The Scots had their chances, too, and many of them came courtesy of Stuart Hogg, who enjoyed one of his most effective days in a Scotland shirt despite the odd error with the boot. The nimble-footed full-back stepped his way between two lumbering front-five forwards and the Scots laid siege to the French line. After several attempts to score failed the Scots lost patience and Finn
Russell sent a drop goal wide.
As half time loomed, Hogg and Tim Visser combined beautifully up the left flank. A little later Mark Bennett took out two defenders before popping the ball to Hogg, who was hauled down just short of the line, and this time the Scots showed the cool heads needed to turn pressure into points.
Alex Dunbar had a charge at the line, as did Visser but, when the ball was moved to the right, with players lining up outside him, Cowan took contact. The opportunity seemed to have gone but, several plays later, the Scots again had a huge overlap on the right and, this time, the ball sped its way to Dougie Fife, on the field for Tommy Seymour, via Bennett and Euan Murray, no less, for the first try of the game with the last play of the half. France only maintained a slender advantage at the break because Laidlaw’s touchline conversion bounced back off the woodwork, but France were obviously every bit as rattled as the post.

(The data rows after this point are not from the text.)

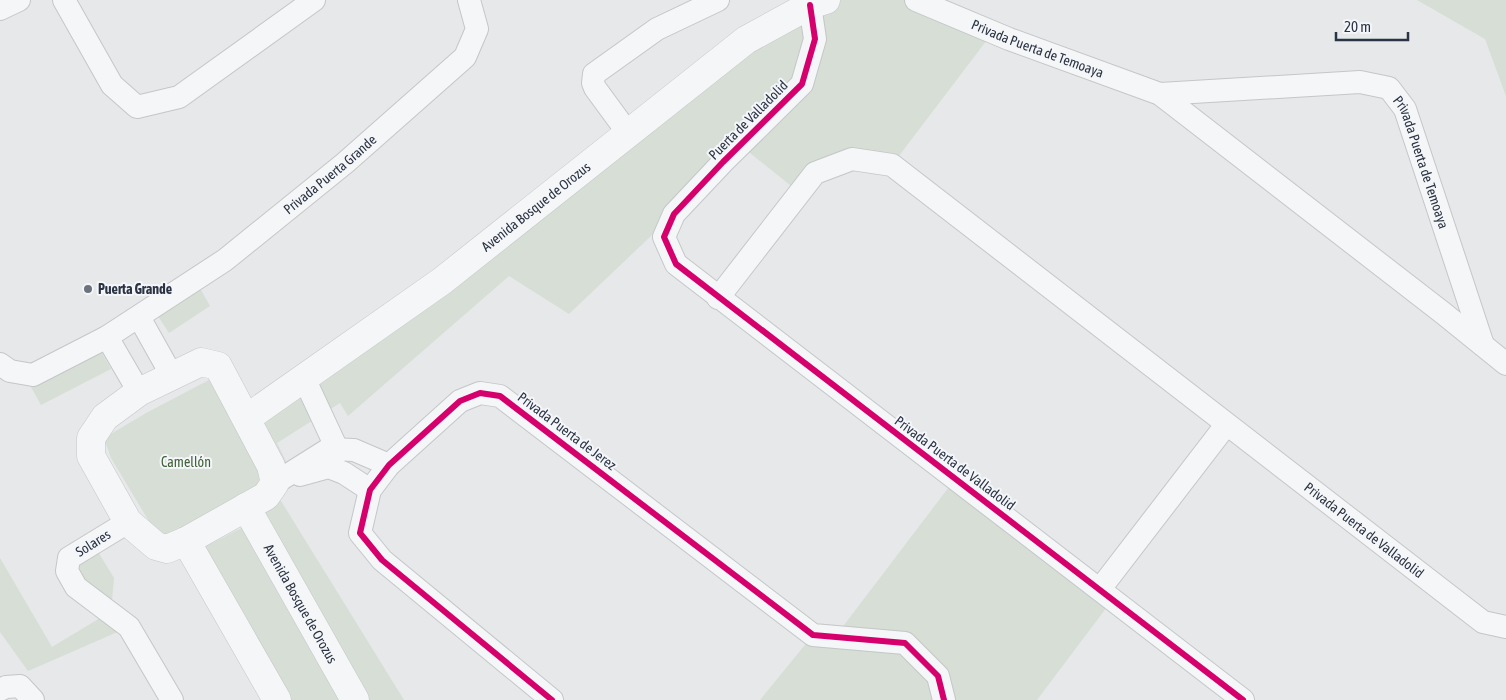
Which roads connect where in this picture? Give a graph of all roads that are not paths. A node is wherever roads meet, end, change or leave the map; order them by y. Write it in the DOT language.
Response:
graph roads {
  1 [pos="19,0"];
  2 [pos="64,0"];
  3 [pos="314,0"];
  4 [pos="469,0"];
  5 [pos="718,0"];
  6 [pos="916,0"];
  7 [pos="818,3"];
  8 [pos="0,10"];
  9 [pos="1160,94"];
  10 [pos="628,133"];
  11 [pos="664,237"];
  12 [pos="718,298"];
  13 [pos="139,317"];
  14 [pos="107,337"];
  15 [pos="1483,345"];
  16 [pos="0,364"];
  17 [pos="1506,364"];
  18 [pos="172,376"];
  19 [pos="304,378"];
  20 [pos="139,392"];
  21 [pos="247,418"];
  22 [pos="1226,426"];
  23 [pos="333,458"];
  24 [pos="389,465"];
  25 [pos="275,482"];
  26 [pos="370,490"];
  27 [pos="246,507"];
  28 [pos="128,522"];
  29 [pos="186,541"];
  30 [pos="1100,589"];
  31 [pos="1506,627"];
  32 [pos="0,690"];
  33 [pos="34,700"];
  34 [pos="172,700"];
  35 [pos="277,700"];
  36 [pos="355,700"];
  37 [pos="552,700"];
  38 [pos="944,700"];
  39 [pos="1243,700"];
  1 -- 8 [label="street"];
  2 -- 3 [label="street"];
  4 -- 13 [label="street, Privada Puerta Grande"];
  5 -- 10 [label="street"];
  6 -- 9 [label="street, Privada Puerta de Temoaya"];
  7 -- 10 [label="street, Avenida Bosque de Orozus"];
  7 -- 11 [label="street, Puerta de Valladolid"];
  9 -- 15 [label="street, Privada Puerta de Temoaya"];
  9 -- 15 [label="street, Privada Puerta de Temoaya"];
  10 -- 19 [label="street, Avenida Bosque de Orozus"];
  11 -- 12 [label="street, Privada Puerta de Valladolid"];
  12 -- 22 [label="street, Privada Puerta de Valladolid"];
  12 -- 30 [label="street, Privada Puerta de Valladolid"];
  13 -- 14 [label="street, Privada Puerta Grande"];
  13 -- 18 [label="street"];
  14 -- 16 [label="street, Privada Puerta Grande"];
  14 -- 20 [label="street"];
  15 -- 17 [label="street, Privada Puerta de Temoaya"];
  18 -- 20 [label="street"];
  18 -- 21 [label="street"];
  19 -- 21 [label="street, Avenida Bosque de Orozus"];
  19 -- 23 [label="street"];
  20 -- 28 [label="street"];
  21 -- 25 [label="street"];
  22 -- 30 [label="street"];
  22 -- 31 [label="street, Privada Puerta de Valladolid"];
  23 -- 24 [label="street"];
  23 -- 25 [label="street"];
  23 -- 26 [label="street"];
  24 -- 26 [label="street, Privada Puerta de Jerez"];
  24 -- 38 [label="street, Privada Puerta de Jerez"];
  25 -- 27 [label="street"];
  26 -- 37 [label="street, Privada Puerta de Jerez"];
  27 -- 29 [label="street"];
  27 -- 36 [label="street, Avenida Bosque de Orozus"];
  28 -- 29 [label="street"];
  28 -- 34 [label="street, Solares"];
  29 -- 35 [label="street"];
  30 -- 39 [label="street, Privada Puerta de Valladolid"];
  32 -- 33 [label="street"];
}
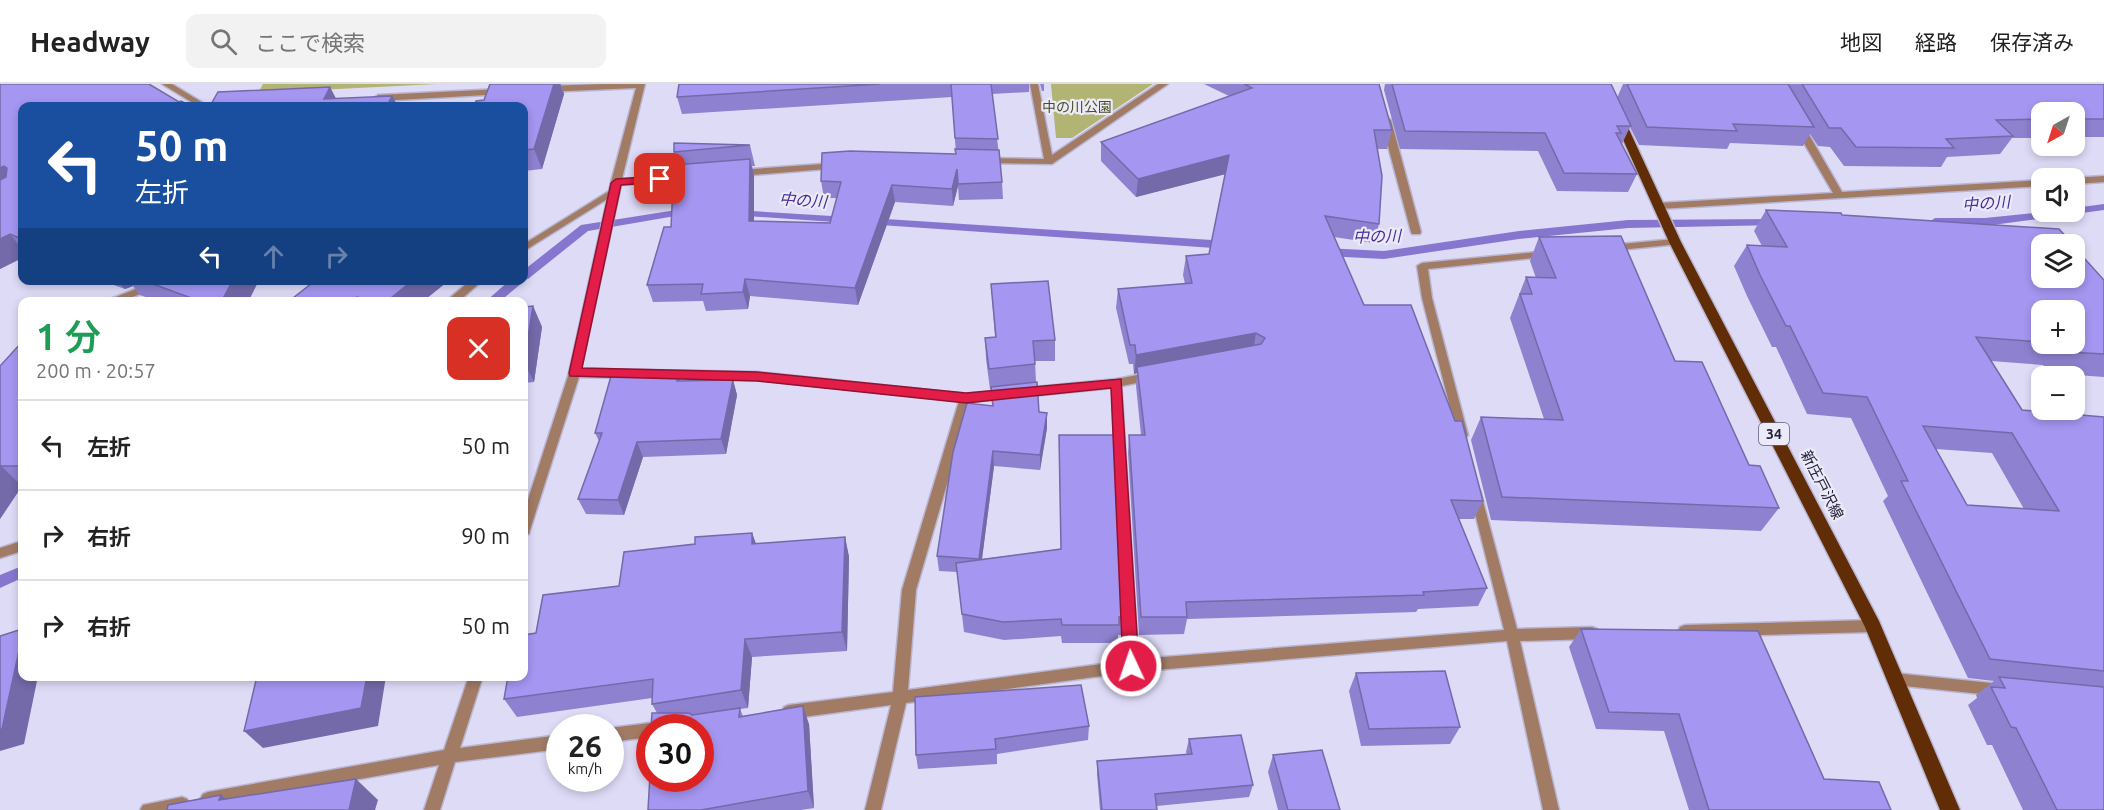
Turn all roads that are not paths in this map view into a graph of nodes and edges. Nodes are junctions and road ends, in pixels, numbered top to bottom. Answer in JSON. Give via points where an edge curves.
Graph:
{"nodes":[{"id":1,"x":166,"y":84,"type":"edge"},
{"id":2,"x":640,"y":84,"type":"edge"},
{"id":3,"x":1034,"y":84,"type":"edge"},
{"id":4,"x":1164,"y":84,"type":"edge"},
{"id":5,"x":1603,"y":84,"type":"edge"},
{"id":6,"x":534,"y":90,"type":"edge"},
{"id":7,"x":511,"y":91,"type":"edge"},
{"id":8,"x":369,"y":99,"type":"edge"},
{"id":9,"x":197,"y":102,"type":"edge"},
{"id":10,"x":1383,"y":107,"type":"edge"},
{"id":11,"x":1792,"y":114,"type":"edge"},
{"id":12,"x":978,"y":161,"type":"edge"},
{"id":13,"x":1049,"y":162,"type":"junction"},
{"id":14,"x":843,"y":165,"type":"edge"},
{"id":15,"x":730,"y":174,"type":"edge"},
{"id":16,"x":696,"y":176,"type":"edge"},
{"id":17,"x":2104,"y":179,"type":"edge"},
{"id":18,"x":2085,"y":180,"type":"edge"},
{"id":19,"x":2031,"y":184,"type":"edge"},
{"id":20,"x":615,"y":187,"type":"junction"},
{"id":21,"x":1839,"y":195,"type":"junction"},
{"id":22,"x":1659,"y":206,"type":"junction"},
{"id":23,"x":1416,"y":232,"type":"dead end"},
{"id":24,"x":1675,"y":242,"type":"junction"},
{"id":25,"x":528,"y":245,"type":"edge"},
{"id":26,"x":1594,"y":250,"type":"edge"},
{"id":27,"x":1560,"y":253,"type":"edge"},
{"id":28,"x":158,"y":285,"type":"edge"},
{"id":29,"x":472,"y":285,"type":"edge"},
{"id":30,"x":120,"y":297,"type":"edge"},
{"id":31,"x":456,"y":297,"type":"edge"},
{"id":32,"x":575,"y":373,"type":"junction"},
{"id":33,"x":1162,"y":375,"type":"edge"},
{"id":34,"x":1117,"y":383,"type":"junction"},
{"id":35,"x":966,"y":398,"type":"junction"},
{"id":36,"x":1465,"y":449,"type":"edge"},
{"id":37,"x":1474,"y":484,"type":"edge"},
{"id":38,"x":528,"y":518,"type":"edge"},
{"id":39,"x":18,"y":547,"type":"edge"},
{"id":40,"x":0,"y":553,"type":"edge"},
{"id":41,"x":1872,"y":626,"type":"junction"},
{"id":42,"x":1675,"y":631,"type":"edge"},
{"id":43,"x":1605,"y":633,"type":"edge"},
{"id":44,"x":1512,"y":635,"type":"junction"},
{"id":45,"x":1131,"y":666,"type":"junction"},
{"id":46,"x":1894,"y":680,"type":"junction"},
{"id":47,"x":474,"y":681,"type":"edge"},
{"id":48,"x":2011,"y":691,"type":"edge"},
{"id":49,"x":900,"y":697,"type":"junction"},
{"id":50,"x":772,"y":714,"type":"edge"},
{"id":51,"x":546,"y":744,"type":"edge"},
{"id":52,"x":450,"y":756,"type":"junction"},
{"id":53,"x":148,"y":810,"type":"edge"},
{"id":54,"x":432,"y":810,"type":"edge"},
{"id":55,"x":873,"y":810,"type":"edge"},
{"id":56,"x":1551,"y":810,"type":"edge"},
{"id":57,"x":1950,"y":810,"type":"edge"}],
"edges":[{"from":1,"to":9,"type":"street"},
{"from":2,"to":6,"type":"street"},
{"from":2,"to":20,"type":"street"},
{"from":3,"to":13,"type":"street"},
{"from":4,"to":13,"type":"street"},
{"from":5,"to":22,"type":"main road","name":"新庄戸沢線","number":"34"},
{"from":7,"to":8,"type":"street"},
{"from":10,"to":23,"type":"street"},
{"from":11,"to":21,"type":"street"},
{"from":12,"to":13,"type":"street"},
{"from":14,"to":15,"type":"street"},
{"from":16,"to":20,"type":"street"},
{"from":17,"to":18,"type":"street"},
{"from":19,"to":21,"type":"street"},
{"from":20,"to":25,"type":"street"},
{"from":20,"to":32,"type":"street"},
{"from":21,"to":22,"type":"street"},
{"from":22,"to":24,"type":"main road","name":"新庄戸沢線","number":"34"},
{"from":24,"to":26,"type":"street"},
{"from":24,"to":41,"type":"main road","name":"新庄戸沢線","number":"34"},
{"from":27,"to":36,"type":"street","via":[[1422,266]]},
{"from":28,"to":30,"type":"street"},
{"from":29,"to":31,"type":"street"},
{"from":32,"to":35,"type":"street","via":[[757,376]]},
{"from":32,"to":38,"type":"street"},
{"from":33,"to":34,"type":"street"},
{"from":34,"to":35,"type":"street"},
{"from":34,"to":45,"type":"street"},
{"from":35,"to":49,"type":"street","via":[[909,590]]},
{"from":37,"to":44,"type":"street"},
{"from":39,"to":40,"type":"street"},
{"from":41,"to":42,"type":"street"},
{"from":41,"to":46,"type":"main road","name":"新庄戸沢線","number":"34"},
{"from":43,"to":44,"type":"street"},
{"from":44,"to":45,"type":"street"},
{"from":44,"to":56,"type":"street"},
{"from":45,"to":49,"type":"street"},
{"from":46,"to":48,"type":"street"},
{"from":46,"to":57,"type":"main road","name":"新庄戸沢線","number":"34"},
{"from":47,"to":52,"type":"street"},
{"from":49,"to":50,"type":"street"},
{"from":49,"to":55,"type":"street"},
{"from":51,"to":52,"type":"street"},
{"from":52,"to":53,"type":"street"},
{"from":52,"to":54,"type":"street"}]}
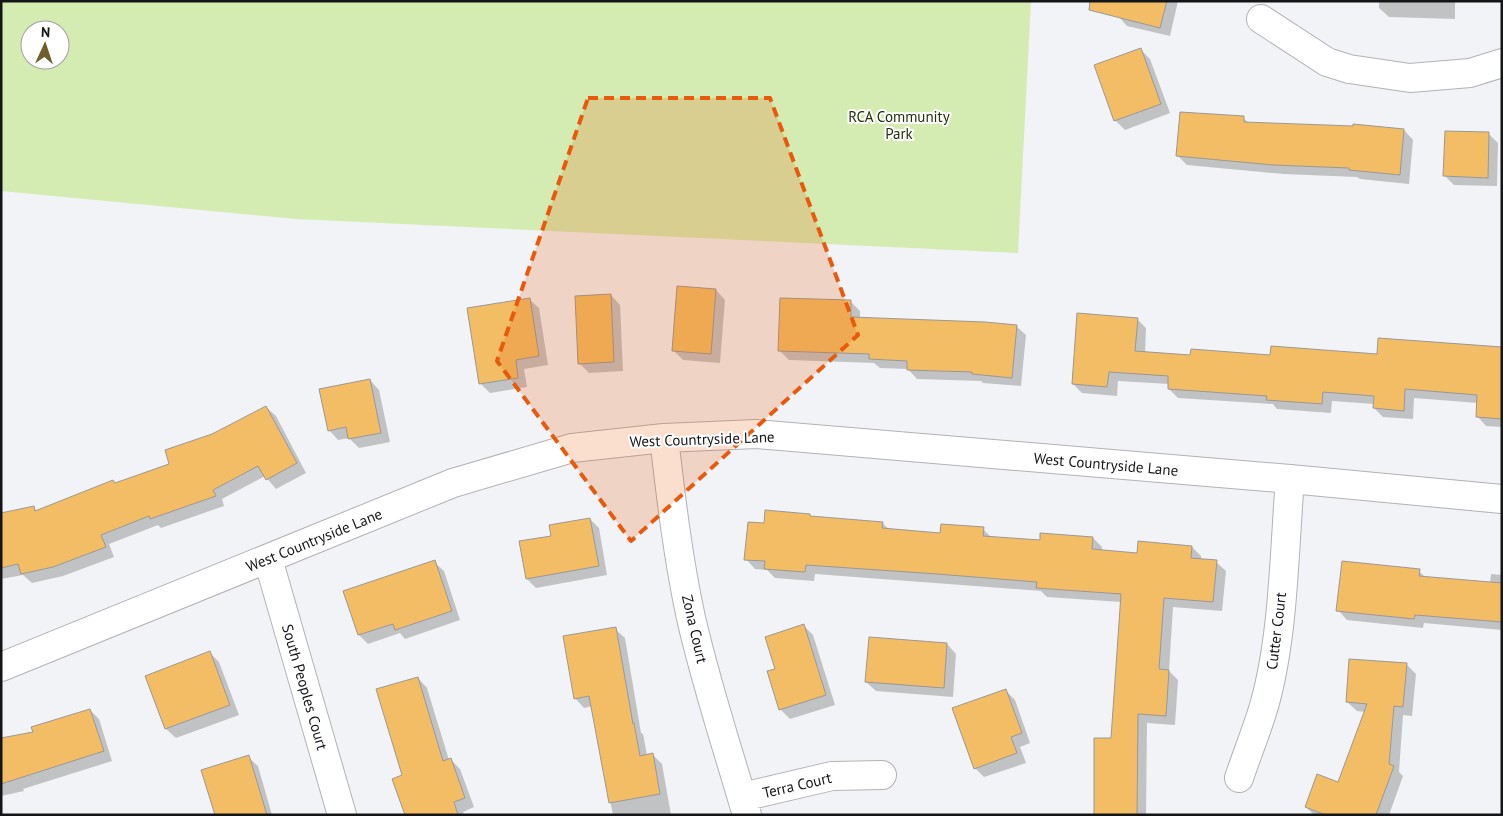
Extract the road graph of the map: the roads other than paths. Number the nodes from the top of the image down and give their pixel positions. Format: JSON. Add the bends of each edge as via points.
{"nodes":[{"id":1,"x":1261,"y":19,"type":"dead end"},
{"id":2,"x":1502,"y":63,"type":"edge"},
{"id":3,"x":664,"y":438,"type":"junction"},
{"id":4,"x":1290,"y":479,"type":"junction"},
{"id":5,"x":1502,"y":499,"type":"edge"},
{"id":6,"x":268,"y":559,"type":"junction"},
{"id":7,"x":1,"y":667,"type":"edge"},
{"id":8,"x":882,"y":775,"type":"dead end"},
{"id":9,"x":1238,"y":778,"type":"dead end"},
{"id":10,"x":744,"y":806,"type":"edge"},
{"id":11,"x":342,"y":815,"type":"edge"}],
"edges":[{"from":1,"to":2,"type":"street","via":[[1327,62],[1349,69],[1410,78],[1470,73]]},
{"from":3,"to":4,"type":"street","name":"West Countryside Lane","via":[[756,434]]},
{"from":3,"to":6,"type":"street","name":"West Countryside Lane","via":[[572,448],[453,483]]},
{"from":3,"to":10,"type":"street","name":"Zona Court","via":[[675,530],[691,619]]},
{"from":4,"to":5,"type":"street","name":"West Countryside Lane"},
{"from":4,"to":9,"type":"street","name":"Cutter Court","via":[[1274,659],[1264,706]]},
{"from":6,"to":7,"type":"street","name":"West Countryside Lane"},
{"from":6,"to":11,"type":"street","name":"South Peoples Court"},
{"from":8,"to":10,"type":"street","name":"Terra Court","via":[[832,776]]}]}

If Fife was the hero of the first half, the leggy winger’s first contribution to the second was not so clever. Lopez put in a harmless cross-field chip kick that was bound for touch but Fife caught the ball and carried it over the try line. Angry with himself he threw the ball away, referee Nigel Owens blew his whistle and Lopez slotted his fourth penalty without much ado.
The usual raft of substitutions around the hour mark seemed to favour France more than Scotland, especially when Rob Harley was replaced by Alasdair Strokosch, only to reappear exactly one minute later when Cowan was injured.
Now it was France’s turn to lay siege to the Scottish line, thanks to more indiscipline. With an entirely new front row on the field, France won a penalty at a five-metre scrum and Lopez hit the post again but this one stayed out. As the match entered the final quarter, the wind was in the French sails and their bench was making their physical presence felt. The mis-match became worse when Johnnie Beattie was sin-binned on 62 minutes for pulling down a French maul marching towards the Scottish line.
Three times in quick succession the Scots had to man the battlements and somehow they kept the French marching maul at bay. Ross Ford won a crucial turnover and Dunbar made a try-saving tackle on Lopez who was flying up the left wing. Visser went for the interception and missed, Yoann Huget went for the Scots try line and Bennett somehow dislodged the ball.
It was frantic stuff but the French enjoyed the last laugh when Lopez kicked his fifth penalty after the Scots conceded another penalty in their own half while attempting to run the ball from deep.
Scorers: Pen: Lopez (5). Scotland: Try: Fife. Pen: Laidlaw.
France: Spedding, Huget, Bastareaud (Lamerat 72), Fofana, Thomas; Lopez, Kockott (Parra 54); Menini (Ben Arous 40), Guirado (Kayser 47), Slimani (Atonio 54), Pape (Taofifenua 61), Maestri, Dusautoir, Le Roux, Chouly.
Scotland: Hogg, Seymour (Fife 16), Benn ett, Dunbar (Horne 70), Visser; Russell, Laidlaw; Dickinson (Reid 65), Ford (Brown 67), Murray (Cross 70), R Gray (Hamilton 65), J Gray, Harley (Strokosch 53), Cowan (Harley 54), Beattie.
Referee: Nigel Owens (WRU). Attendance: 80,000.